A TikTok user filmed herself running for her life from a rockslide and then flagging down motorists to stop before getting caught in the mass of falling stones and earth in Alaska.
Alana Davis was lying on a beach making a video by the Douglas Highway near Juneau when there was suddenly a huge noise coming from the rockslide on April 6.
The woman looked shocked before getting to her feet with her camera and running to safety.
Then realising the danger for cars heading along unaware of the rockslide ahead, she started screaming for them to stop.
“Stop! Stop! Stop! Stop! Stop! Stop your car,” she was shouting and waving.
She then got her breath before saying to the camera: “That’s a rockslide.”
The clip then shows Alana with a man who she claimed was about to drive into the rockslide around a blind bend in the road.
The man said: “Literally 30 seconds from getting killed. Think about that.”
And Alana continued: “I ran screaming down the road just so you know on the beach flailing my arms.”
The road has now been closed off with the Alaska Department of Transportation stating that a second rockslide began about 500 feet above the road and it is unclear when it will be ready to be reopened.
The department’s spokesperson Sam Dapcevich, reported KTOO, said: “When material comes loose from that height, it builds up quite a bit of speed by the time it gets down to the road, so we’re keeping the road closed at this time.”

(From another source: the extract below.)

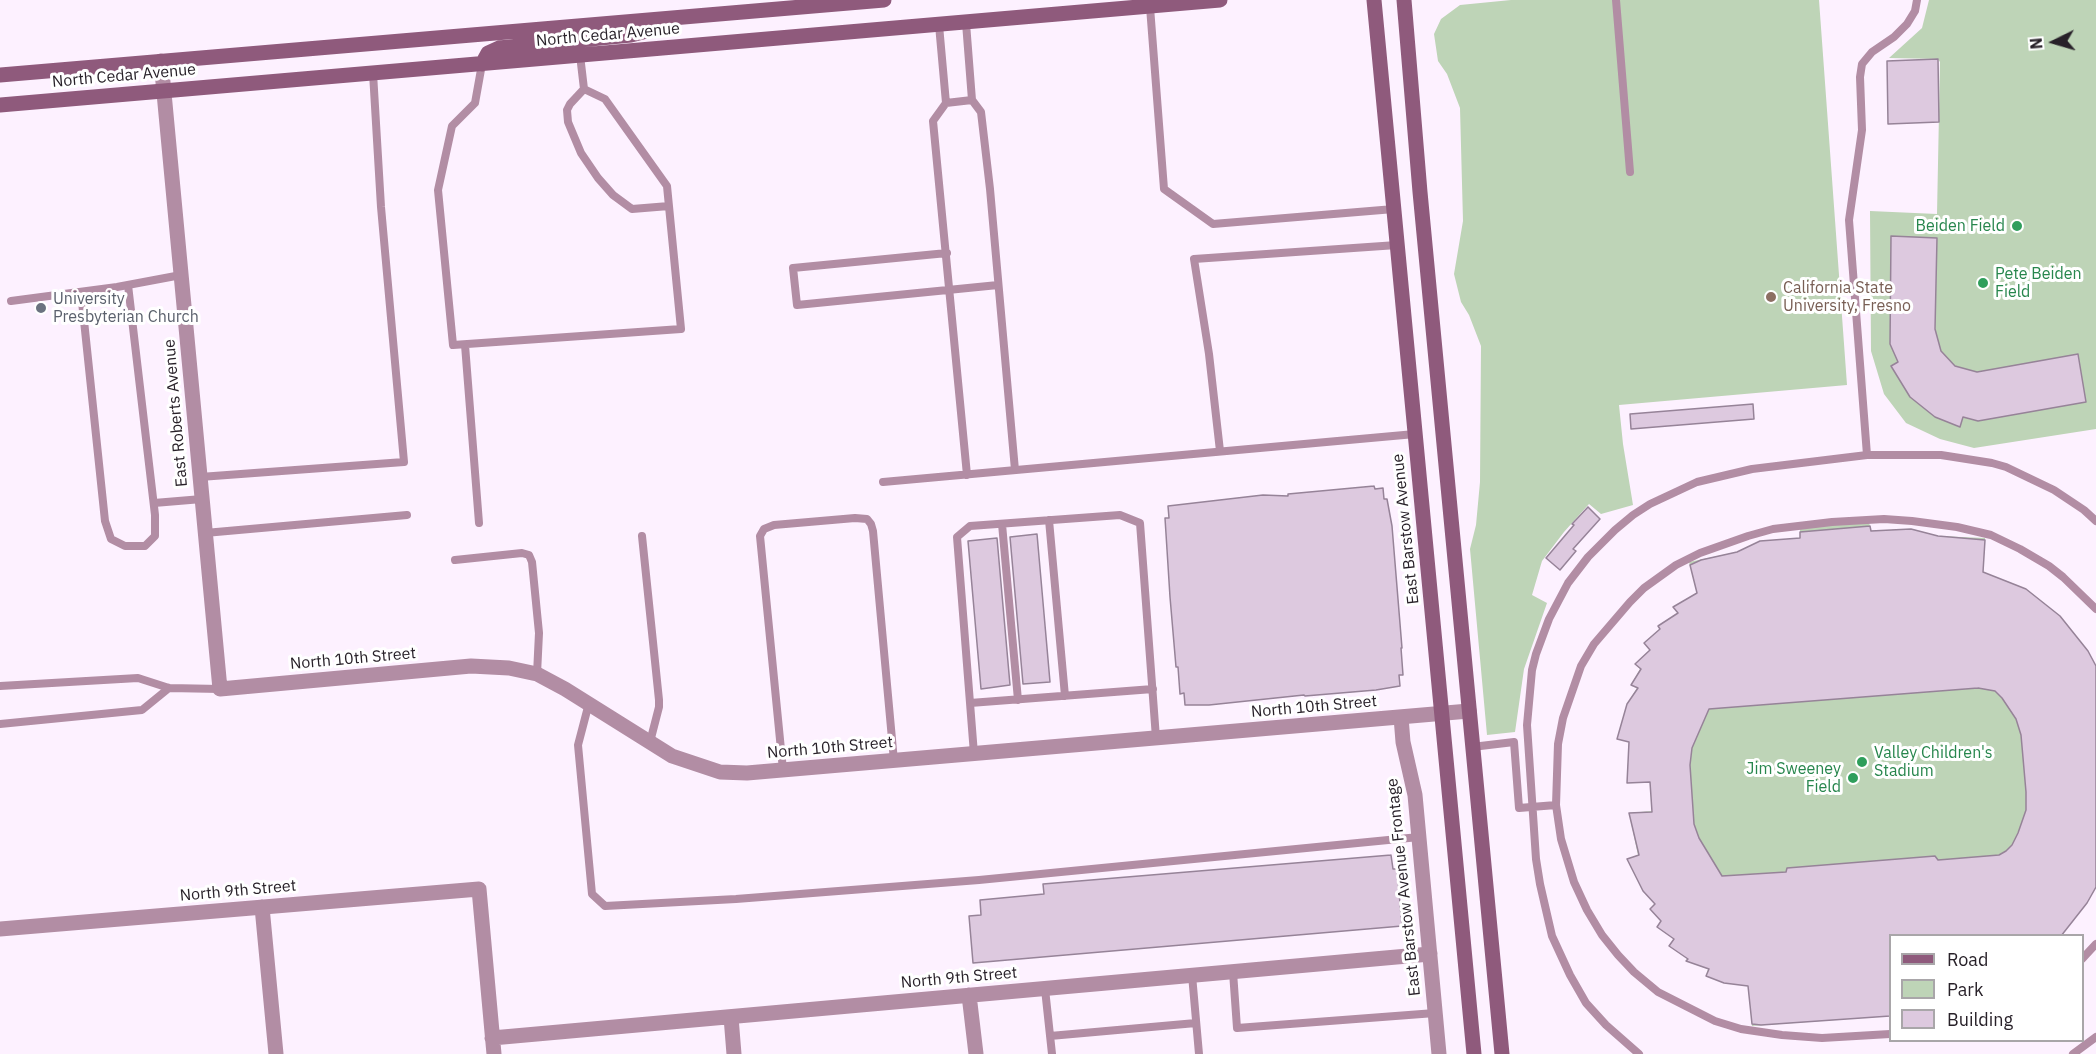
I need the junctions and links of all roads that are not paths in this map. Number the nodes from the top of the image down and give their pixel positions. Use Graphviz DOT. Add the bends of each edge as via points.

He added that geologists will examine the slide and rocks to see if there is likely to be any more landslides. Drones will be used to examine the state of the ground but that won’t be possible until the weather improves and the wind dies down.
The second landslide on the North Douglas Highway took place four days after the TikTok video and fortunately again nobody was injured.
After the first rockslide the debris was cleared in a day despite there being a significant amount but the second time there were even more rocks and earth.
“This time the rocks actually made it all the way across the roadway. Some of them even made it down into the water nearby,” he said. “And some of the boulders I’m told are the size of cars.”
The City and Borough of Juneau’s Emergency Manager Tom Mattice said that ice melting at this time of year makes rock slides more likely.
“That water melting and freezing and melting and freezing acts like a jackhammer on the rock that it slowly breaks it apart,” Mattice said.